Человеческое тело последовательно теизируется и атеизируется, в полном согласии с привычной традицией Запада: создавать себе Богов, чтобы потом убивать их. Этому играющему в Бога бюргерскому телу присуще одно свойство, позволяющее опознавать его, как таковое, в самых невменяемых позах: оно страдает манией величия и обнаруживает признаки буйного потребительского помешательства, особенно после того, как с него естественнонаучно была снята смирительная рубашка (= душа) и оно открыло для себя Америку. Патология бюргерского тела вкратце диагностицируема следующим образом: оно отождествляет себя с Я, каковое Я понимается при этом солипсически.
Оно упорствует в своем убеждении, что не существует ни духа ни души, а только нечто, называющееся материей и являющееся твердым телом. Больше того: оно отрицает дух как субстанцию, но отнюдь не как акциденцию; свойства духа оно без обиняков приписывает себе. Подобно тому как иной психиатрический пациент узнается по тому, что он называет себя Цезарем или Наполеоном и считает каждого, кто сомневается в этом, ненормальным, так и mania grandiosa современного западнобюргерского тела выдает себя тем, что оно ведет себя, КАК ЕСЛИ БЫ ОНО БЫЛО ДУХОМ.
Тело притворяется Богом и обожествляет себя. От старого Бога оно отличается разве что тем, что старый Бог таился в неопалимой купине, тогда как оно исповедует откровенный нудизм. Этот Бог–эксгибиционист, охочий до витрин и презентаций, прямиком держит курс на смерть, так что старое ницшевское Gott ist tot рискует в скором времени стать банальной истиной. Триумф западного нигилизма разоблачает себя, таким образом, как триумф западного тела, идентифицирующего себя с «Я» и ставящего мир себе на службу.

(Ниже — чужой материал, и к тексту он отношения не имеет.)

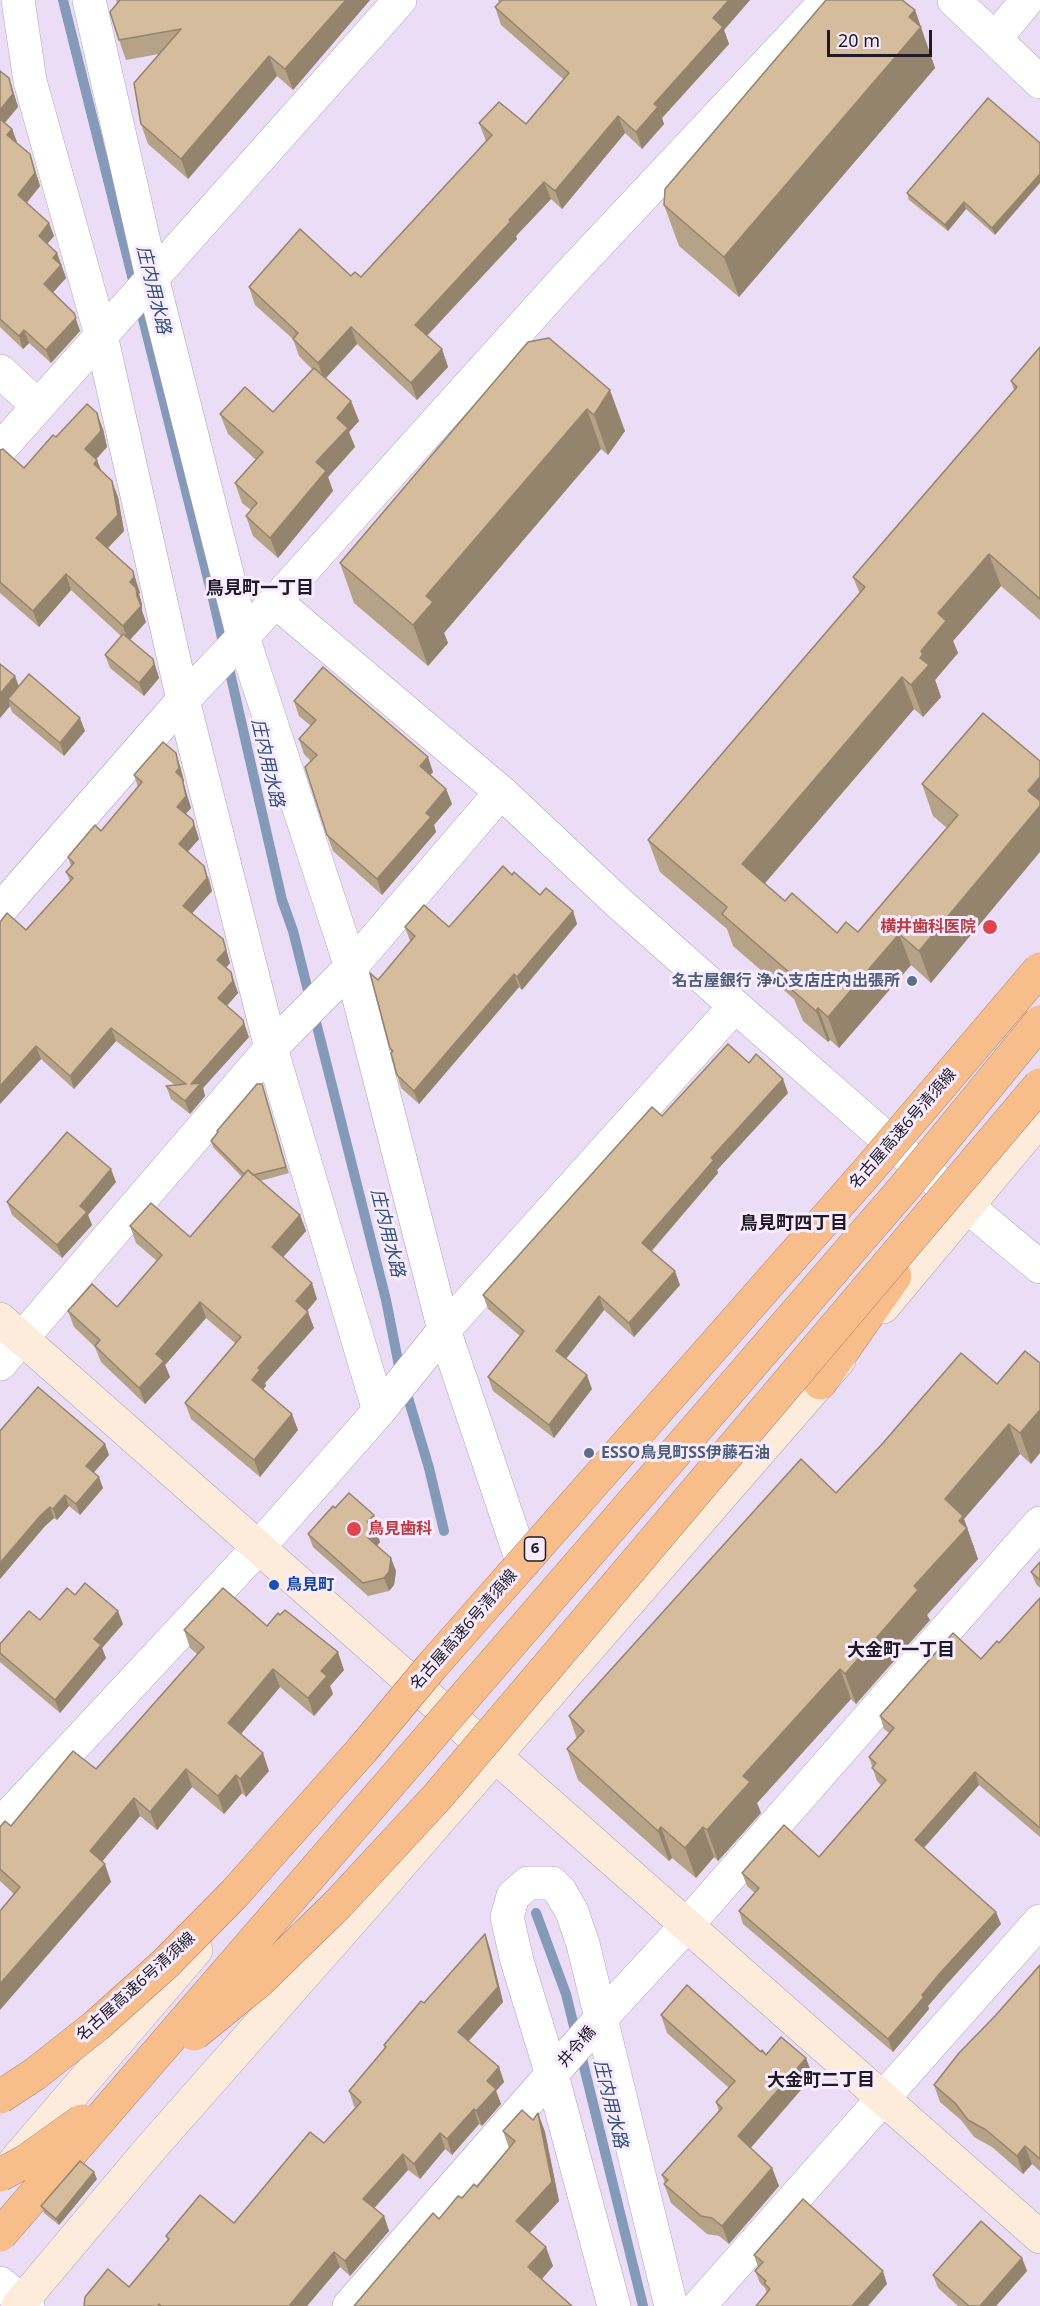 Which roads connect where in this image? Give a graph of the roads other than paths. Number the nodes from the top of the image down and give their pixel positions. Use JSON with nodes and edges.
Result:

Что Европа как раз не являлась идеальным полигоном для раскачки практического материализма, об этом было уже сказано выше. Европа слишком еще зависела от сновиденных образов своего духовно–душевного прошлого, чтобы быть в состоянии без всяких помех и колебаний впасть в состояние столь фуриоз- ного телопоклонничества. Хотя материализм появился на свет Божий в Европе, он был уже с самого начала наследственно обременен досадным комплексом неполноценности. До практических выводов из собственного метафизически порожденного и лишь вульгарно воспитанного материализма Европа, казалось бы, вовсе не доросла; она была всегда чересчур платоничной и чересчур католичной, чтобы предпочесть рефлексиям рефлексы.